- [REQUIRED ACTION] Scan each line of the records for the word "mouth" and extract the ones that have it.

▼▼▼

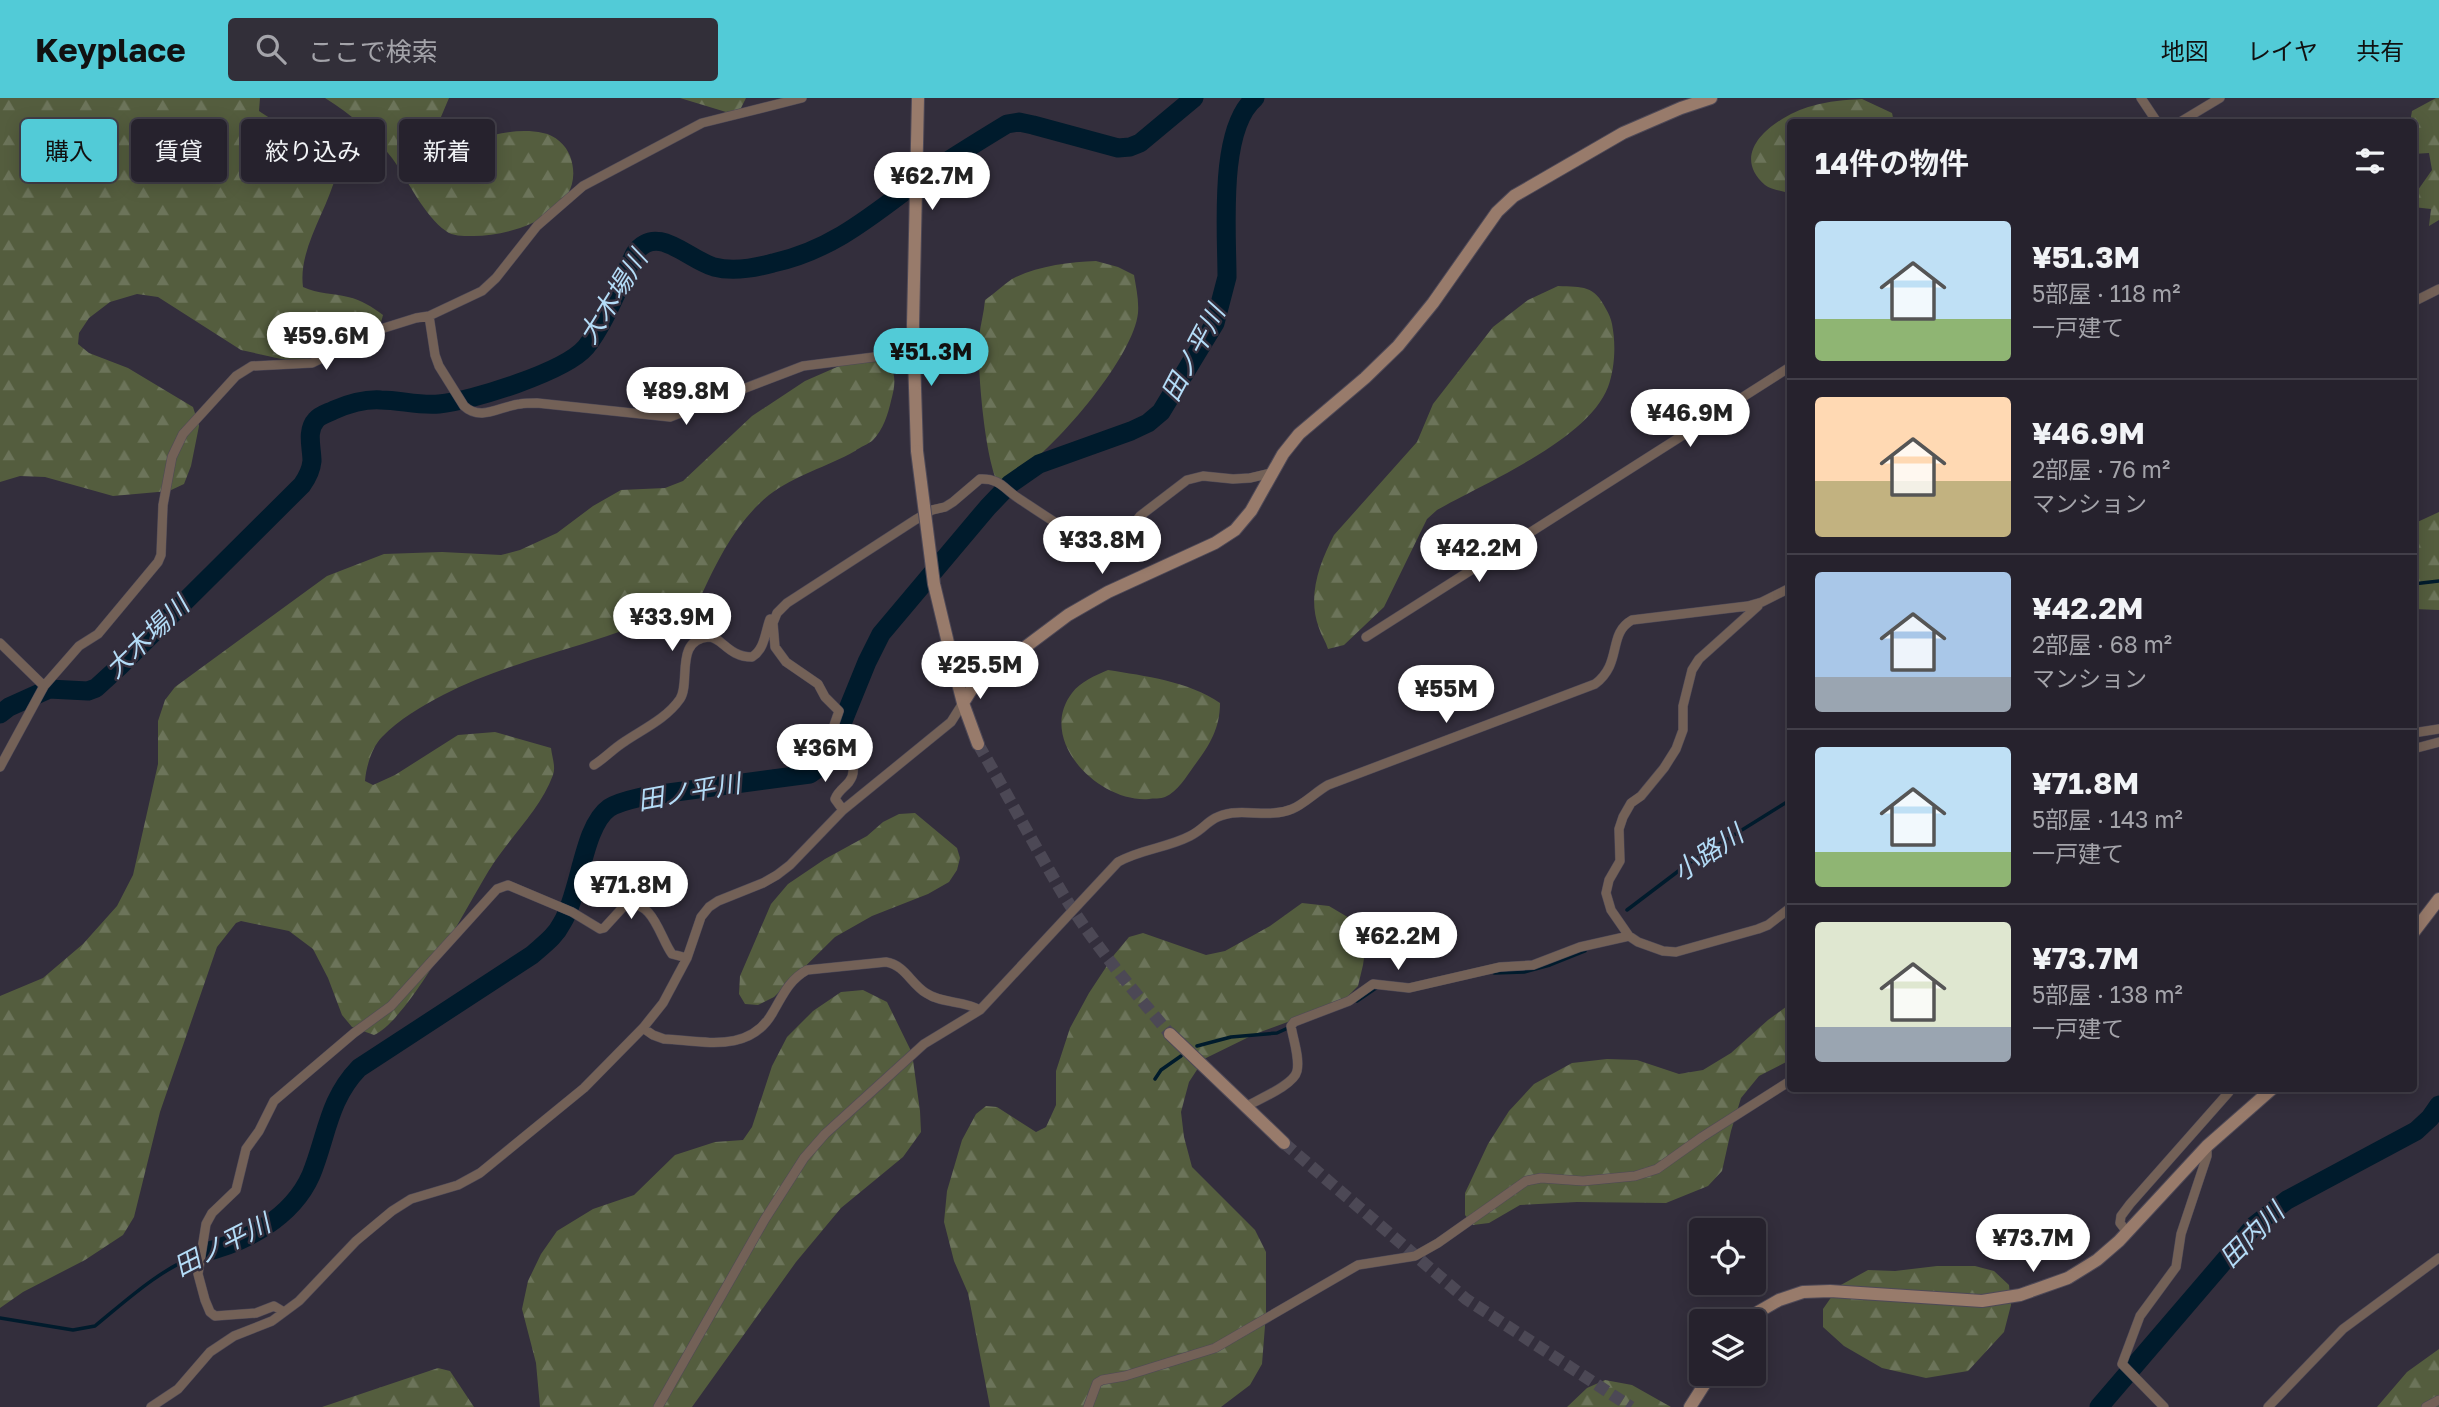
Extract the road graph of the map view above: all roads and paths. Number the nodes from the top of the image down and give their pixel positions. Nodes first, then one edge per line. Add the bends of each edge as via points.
1 (802, 98) edge
2 (918, 98) edge
3 (1711, 98) edge
4 (2141, 98) edge
5 (2220, 98) edge
6 (2155, 119) edge
7 (2185, 119) edge
8 (2439, 289) edge
9 (2417, 300) edge
10 (429, 316) junction
11 (914, 352) junction
12 (1787, 369) edge
13 (1272, 473) junction
14 (1787, 590) edge
15 (1762, 602) junction
16 (776, 613) junction
17 (1366, 637) dead end
18 (0, 643) edge
19 (43, 687) junction
20 (963, 703) junction
21 (2439, 729) edge
22 (2417, 732) edge
23 (2439, 742) edge
24 (978, 744) tunnel mouth
25 (2417, 748) edge
26 (594, 765) dead end
27 (0, 767) edge
28 (843, 810) junction
29 (2439, 899) edge
30 (1787, 910) edge
31 (2417, 928) edge
32 (1629, 936) junction
33 (687, 958) junction
34 (980, 1010) junction
35 (643, 1028) junction
36 (1170, 1034) tunnel mouth
37 (1787, 1083) edge
38 (2229, 1092) dead end
39 (2268, 1092) edge
40 (1247, 1107) junction
41 (1284, 1143) tunnel mouth
42 (2207, 1146) junction
43 (2127, 1233) junction
44 (2439, 1258) edge
45 (1763, 1309) edge
46 (284, 1312) junction
47 (1703, 1386) edge
48 (2439, 1400) edge
49 (151, 1407) edge
50 (658, 1407) edge
51 (1088, 1407) edge
52 (1690, 1407) edge
53 (2165, 1407) edge
54 (2268, 1407) edge
55 (2426, 1407) edge

1 - 10 street via 702,123 583,186 537,226 482,290
2 - 11 street
3 - 13 street via 1623,133 1514,196 1497,212 1398,345 1299,434
4 - 6 street
5 - 7 street
8 - 9 street
10 - 11 street via 439,366 464,406 481,414 537,403 670,417 803,366
10 - 19 street via 384,328 312,363 252,366 236,376 183,434 172,457 158,562 98,634 79,646
11 - 20 street, bridge via 917,450 934,584
12 - 17 street
13 - 16 street via 1187,480 1106,547 1089,542 994,480 980,479 953,502 915,520
13 - 20 street via 1235,530 1068,615 973,687
14 - 15 street
15 - 32 street via 1699,659 1692,670 1676,749 1623,817 1620,861 1606,893 1611,910
15 - 34 street via 1632,620 1619,634 1611,668 1595,684 1328,785 1294,808 1215,817 1189,837 1132,854 1118,862
16 - 26 street via 762,646 752,657 734,654 715,638 692,646 684,664 679,701 661,719
16 - 28 street via 773,635 780,656 818,684 839,711 831,734 849,755 853,772 836,794
18 - 19 street
19 - 27 street
20 - 24 street
20 - 28 street via 951,722
21 - 22 street
23 - 25 street
28 - 33 street via 777,875 709,907
29 - 31 street
30 - 32 street via 1758,929 1676,952
32 - 40 street via 1580,947 1533,965 1500,967 1409,988 1373,984 1349,1001 1294,1022 1296,1075
33 - 35 street via 663,1003
33 - 46 street via 672,954 654,919 636,905 625,905 600,929 508,885 497,889 391,1006 274,1101 246,1149 236,1190 209,1218 198,1274 212,1315 256,1313 274,1306
34 - 35 street via 928,995 902,968 886,962 807,970 786,988 763,1028 735,1042 664,1039
34 - 50 street via 924,1044 804,1158
35 - 46 street via 584,1088 481,1173 411,1199 392,1211
36 - 40 street
37 - 51 street via 1657,1169 1583,1181 1526,1181 1415,1256 1358,1265 1214,1348 1102,1380
38 - 43 street via 2125,1210 2120,1223
39 - 42 street
40 - 41 street
42 - 43 street
42 - 53 street via 2176,1267 2140,1316 2122,1364
43 - 45 street via 2068,1278 2020,1295 1982,1301 1803,1292
44 - 54 street via 2343,1329
46 - 49 street via 210,1352 178,1389
47 - 52 street
48 - 55 street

▲▲▲

- [EXERCISE SOLUTION]
24 (978, 744) tunnel mouth
36 (1170, 1034) tunnel mouth
41 (1284, 1143) tunnel mouth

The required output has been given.